● **Your instructions**
Only the lines that hold the word "dead" are wanted from this listing.

== == ==

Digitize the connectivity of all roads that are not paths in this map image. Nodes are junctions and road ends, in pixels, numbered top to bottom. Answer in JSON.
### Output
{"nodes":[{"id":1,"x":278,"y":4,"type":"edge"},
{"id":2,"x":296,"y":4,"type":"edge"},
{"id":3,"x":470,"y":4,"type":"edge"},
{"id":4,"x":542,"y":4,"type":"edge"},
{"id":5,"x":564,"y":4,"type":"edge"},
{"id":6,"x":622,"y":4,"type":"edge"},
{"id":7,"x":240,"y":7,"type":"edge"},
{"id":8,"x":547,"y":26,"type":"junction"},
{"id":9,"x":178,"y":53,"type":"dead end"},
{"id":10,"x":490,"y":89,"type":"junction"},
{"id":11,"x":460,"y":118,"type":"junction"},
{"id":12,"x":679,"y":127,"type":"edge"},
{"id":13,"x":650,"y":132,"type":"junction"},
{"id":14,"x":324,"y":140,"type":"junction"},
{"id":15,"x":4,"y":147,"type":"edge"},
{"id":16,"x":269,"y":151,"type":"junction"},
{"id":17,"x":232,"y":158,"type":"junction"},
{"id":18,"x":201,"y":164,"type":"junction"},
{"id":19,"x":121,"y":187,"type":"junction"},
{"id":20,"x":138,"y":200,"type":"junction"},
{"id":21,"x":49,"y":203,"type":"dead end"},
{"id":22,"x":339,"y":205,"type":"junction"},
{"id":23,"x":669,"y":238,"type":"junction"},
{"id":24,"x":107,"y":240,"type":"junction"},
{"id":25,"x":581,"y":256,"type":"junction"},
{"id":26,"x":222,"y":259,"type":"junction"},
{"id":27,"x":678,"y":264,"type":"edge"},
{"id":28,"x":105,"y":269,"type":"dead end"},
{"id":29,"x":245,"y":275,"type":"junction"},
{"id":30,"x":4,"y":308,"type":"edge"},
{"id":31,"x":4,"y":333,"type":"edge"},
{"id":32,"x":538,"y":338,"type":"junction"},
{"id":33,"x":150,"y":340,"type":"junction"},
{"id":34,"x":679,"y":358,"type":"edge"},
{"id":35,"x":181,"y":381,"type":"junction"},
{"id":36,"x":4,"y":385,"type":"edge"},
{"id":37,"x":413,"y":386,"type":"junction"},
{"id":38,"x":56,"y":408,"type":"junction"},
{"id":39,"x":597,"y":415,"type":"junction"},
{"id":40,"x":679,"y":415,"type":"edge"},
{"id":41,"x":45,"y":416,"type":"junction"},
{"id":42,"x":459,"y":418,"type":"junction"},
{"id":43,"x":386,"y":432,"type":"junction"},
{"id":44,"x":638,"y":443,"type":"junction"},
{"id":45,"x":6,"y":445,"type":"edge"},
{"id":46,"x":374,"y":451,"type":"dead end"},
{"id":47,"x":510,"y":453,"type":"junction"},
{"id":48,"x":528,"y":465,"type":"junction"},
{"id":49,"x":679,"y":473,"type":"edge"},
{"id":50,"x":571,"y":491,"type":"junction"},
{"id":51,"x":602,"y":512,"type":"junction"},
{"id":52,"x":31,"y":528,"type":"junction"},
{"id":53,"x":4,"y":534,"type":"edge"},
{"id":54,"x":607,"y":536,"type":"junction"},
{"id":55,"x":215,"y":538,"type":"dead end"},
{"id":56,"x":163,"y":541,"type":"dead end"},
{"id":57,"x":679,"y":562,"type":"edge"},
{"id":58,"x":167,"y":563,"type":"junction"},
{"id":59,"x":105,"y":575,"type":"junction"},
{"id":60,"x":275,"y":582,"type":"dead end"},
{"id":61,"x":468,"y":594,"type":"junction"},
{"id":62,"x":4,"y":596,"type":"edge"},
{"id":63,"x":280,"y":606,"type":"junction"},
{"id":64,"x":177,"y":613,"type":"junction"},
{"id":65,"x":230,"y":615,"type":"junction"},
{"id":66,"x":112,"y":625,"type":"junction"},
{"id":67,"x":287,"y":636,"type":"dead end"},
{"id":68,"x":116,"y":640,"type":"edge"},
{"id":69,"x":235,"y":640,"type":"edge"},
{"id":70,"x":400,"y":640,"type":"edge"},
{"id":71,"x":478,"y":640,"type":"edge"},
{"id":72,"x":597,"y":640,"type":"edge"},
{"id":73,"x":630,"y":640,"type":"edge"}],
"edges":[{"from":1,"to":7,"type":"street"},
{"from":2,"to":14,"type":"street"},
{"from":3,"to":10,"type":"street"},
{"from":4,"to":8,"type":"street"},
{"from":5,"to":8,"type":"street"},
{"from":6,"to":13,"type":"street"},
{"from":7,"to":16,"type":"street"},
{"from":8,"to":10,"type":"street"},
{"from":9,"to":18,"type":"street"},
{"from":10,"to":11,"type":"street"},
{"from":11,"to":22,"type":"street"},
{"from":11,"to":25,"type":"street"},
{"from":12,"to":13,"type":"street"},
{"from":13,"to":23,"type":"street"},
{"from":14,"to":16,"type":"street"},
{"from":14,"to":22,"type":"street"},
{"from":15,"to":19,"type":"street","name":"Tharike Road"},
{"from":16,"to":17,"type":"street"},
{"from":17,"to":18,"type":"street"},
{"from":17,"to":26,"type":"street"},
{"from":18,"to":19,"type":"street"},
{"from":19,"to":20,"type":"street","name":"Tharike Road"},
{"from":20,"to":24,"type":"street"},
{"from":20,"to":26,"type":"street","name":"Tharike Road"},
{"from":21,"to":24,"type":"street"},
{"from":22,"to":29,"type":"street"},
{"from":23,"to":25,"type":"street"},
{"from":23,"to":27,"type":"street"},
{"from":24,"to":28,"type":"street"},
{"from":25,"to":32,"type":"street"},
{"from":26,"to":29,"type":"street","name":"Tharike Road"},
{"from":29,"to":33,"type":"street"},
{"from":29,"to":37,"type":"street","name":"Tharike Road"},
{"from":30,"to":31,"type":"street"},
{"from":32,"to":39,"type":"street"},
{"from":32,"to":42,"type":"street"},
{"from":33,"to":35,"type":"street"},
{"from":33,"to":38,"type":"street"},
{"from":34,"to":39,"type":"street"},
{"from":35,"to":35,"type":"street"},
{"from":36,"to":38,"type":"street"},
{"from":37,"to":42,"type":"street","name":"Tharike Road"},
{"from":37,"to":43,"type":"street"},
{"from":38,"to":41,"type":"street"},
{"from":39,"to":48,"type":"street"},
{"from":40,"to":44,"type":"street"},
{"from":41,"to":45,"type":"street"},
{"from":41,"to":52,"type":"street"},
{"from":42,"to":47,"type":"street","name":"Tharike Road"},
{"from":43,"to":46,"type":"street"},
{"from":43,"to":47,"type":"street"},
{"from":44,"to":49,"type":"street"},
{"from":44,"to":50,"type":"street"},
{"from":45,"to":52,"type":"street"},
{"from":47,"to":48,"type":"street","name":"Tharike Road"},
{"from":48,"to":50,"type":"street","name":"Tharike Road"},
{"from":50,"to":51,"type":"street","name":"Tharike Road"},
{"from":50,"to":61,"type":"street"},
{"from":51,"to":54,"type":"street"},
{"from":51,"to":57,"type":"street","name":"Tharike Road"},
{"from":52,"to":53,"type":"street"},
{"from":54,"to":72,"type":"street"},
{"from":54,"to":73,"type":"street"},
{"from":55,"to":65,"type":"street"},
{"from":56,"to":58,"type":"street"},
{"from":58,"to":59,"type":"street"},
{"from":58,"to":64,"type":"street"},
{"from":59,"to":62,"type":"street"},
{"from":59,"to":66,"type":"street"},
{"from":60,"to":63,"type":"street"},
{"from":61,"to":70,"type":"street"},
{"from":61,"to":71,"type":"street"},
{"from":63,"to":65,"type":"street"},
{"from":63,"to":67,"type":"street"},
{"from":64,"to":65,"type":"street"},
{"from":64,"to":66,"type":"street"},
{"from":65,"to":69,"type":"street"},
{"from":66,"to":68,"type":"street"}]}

== == ==

● **Answer box**
{"id":9,"x":178,"y":53,"type":"dead end"},
{"id":21,"x":49,"y":203,"type":"dead end"},
{"id":28,"x":105,"y":269,"type":"dead end"},
{"id":46,"x":374,"y":451,"type":"dead end"},
{"id":55,"x":215,"y":538,"type":"dead end"},
{"id":56,"x":163,"y":541,"type":"dead end"},
{"id":60,"x":275,"y":582,"type":"dead end"},
{"id":67,"x":287,"y":636,"type":"dead end"},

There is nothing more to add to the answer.